| ACTION ITEM |
Each record must appear in the answer exactly as given.

Stored data

Content starts

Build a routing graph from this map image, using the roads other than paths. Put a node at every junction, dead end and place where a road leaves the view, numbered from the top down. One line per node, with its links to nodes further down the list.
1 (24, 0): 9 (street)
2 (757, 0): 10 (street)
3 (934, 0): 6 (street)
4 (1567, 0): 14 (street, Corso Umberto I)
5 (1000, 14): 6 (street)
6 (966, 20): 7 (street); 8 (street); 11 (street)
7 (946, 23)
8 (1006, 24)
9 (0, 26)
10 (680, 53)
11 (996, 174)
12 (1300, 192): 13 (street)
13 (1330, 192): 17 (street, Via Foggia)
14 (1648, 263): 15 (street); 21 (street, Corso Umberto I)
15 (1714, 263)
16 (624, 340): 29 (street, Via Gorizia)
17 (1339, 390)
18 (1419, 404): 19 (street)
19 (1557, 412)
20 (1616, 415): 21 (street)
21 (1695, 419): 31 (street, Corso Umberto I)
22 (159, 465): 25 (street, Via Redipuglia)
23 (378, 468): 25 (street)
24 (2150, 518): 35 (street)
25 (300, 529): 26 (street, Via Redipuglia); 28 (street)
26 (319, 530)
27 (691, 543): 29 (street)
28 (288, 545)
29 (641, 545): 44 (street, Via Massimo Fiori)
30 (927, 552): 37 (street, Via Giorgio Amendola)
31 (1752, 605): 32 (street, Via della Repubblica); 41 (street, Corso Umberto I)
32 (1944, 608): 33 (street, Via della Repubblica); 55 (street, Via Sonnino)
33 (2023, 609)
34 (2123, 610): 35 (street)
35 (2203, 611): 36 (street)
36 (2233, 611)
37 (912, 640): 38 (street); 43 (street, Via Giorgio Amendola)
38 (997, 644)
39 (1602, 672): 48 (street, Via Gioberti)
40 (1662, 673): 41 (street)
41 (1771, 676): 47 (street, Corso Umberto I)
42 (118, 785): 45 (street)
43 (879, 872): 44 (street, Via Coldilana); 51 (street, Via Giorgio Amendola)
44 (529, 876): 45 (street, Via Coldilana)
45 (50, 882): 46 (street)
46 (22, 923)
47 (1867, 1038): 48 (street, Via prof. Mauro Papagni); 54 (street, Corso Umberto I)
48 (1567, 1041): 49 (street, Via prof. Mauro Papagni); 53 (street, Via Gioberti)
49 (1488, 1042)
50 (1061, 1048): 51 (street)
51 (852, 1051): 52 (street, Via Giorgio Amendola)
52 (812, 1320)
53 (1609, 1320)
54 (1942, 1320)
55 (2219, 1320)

Content ends

| WORKED SOLUTION |
Build a routing graph from this map image, using the roads other than paths. Put a node at every junction, dead end and place where a road leaves the view, numbered from the top down. One line per node, with its links to nodes further down the list.
1 (24, 0): 9 (street)
2 (757, 0): 10 (street)
3 (934, 0): 6 (street)
4 (1567, 0): 14 (street, Corso Umberto I)
5 (1000, 14): 6 (street)
6 (966, 20): 7 (street); 8 (street); 11 (street)
7 (946, 23)
8 (1006, 24)
9 (0, 26)
10 (680, 53)
11 (996, 174)
12 (1300, 192): 13 (street)
13 (1330, 192): 17 (street, Via Foggia)
14 (1648, 263): 15 (street); 21 (street, Corso Umberto I)
15 (1714, 263)
16 (624, 340): 29 (street, Via Gorizia)
17 (1339, 390)
18 (1419, 404): 19 (street)
19 (1557, 412)
20 (1616, 415): 21 (street)
21 (1695, 419): 31 (street, Corso Umberto I)
22 (159, 465): 25 (street, Via Redipuglia)
23 (378, 468): 25 (street)
24 (2150, 518): 35 (street)
25 (300, 529): 26 (street, Via Redipuglia); 28 (street)
26 (319, 530)
27 (691, 543): 29 (street)
28 (288, 545)
29 (641, 545): 44 (street, Via Massimo Fiori)
30 (927, 552): 37 (street, Via Giorgio Amendola)
31 (1752, 605): 32 (street, Via della Repubblica); 41 (street, Corso Umberto I)
32 (1944, 608): 33 (street, Via della Repubblica); 55 (street, Via Sonnino)
33 (2023, 609)
34 (2123, 610): 35 (street)
35 (2203, 611): 36 (street)
36 (2233, 611)
37 (912, 640): 38 (street); 43 (street, Via Giorgio Amendola)
38 (997, 644)
39 (1602, 672): 48 (street, Via Gioberti)
40 (1662, 673): 41 (street)
41 (1771, 676): 47 (street, Corso Umberto I)
42 (118, 785): 45 (street)
43 (879, 872): 44 (street, Via Coldilana); 51 (street, Via Giorgio Amendola)
44 (529, 876): 45 (street, Via Coldilana)
45 (50, 882): 46 (street)
46 (22, 923)
47 (1867, 1038): 48 (street, Via prof. Mauro Papagni); 54 (street, Corso Umberto I)
48 (1567, 1041): 49 (street, Via prof. Mauro Papagni); 53 (street, Via Gioberti)
49 (1488, 1042)
50 (1061, 1048): 51 (street)
51 (852, 1051): 52 (street, Via Giorgio Amendola)
52 (812, 1320)
53 (1609, 1320)
54 (1942, 1320)
55 (2219, 1320)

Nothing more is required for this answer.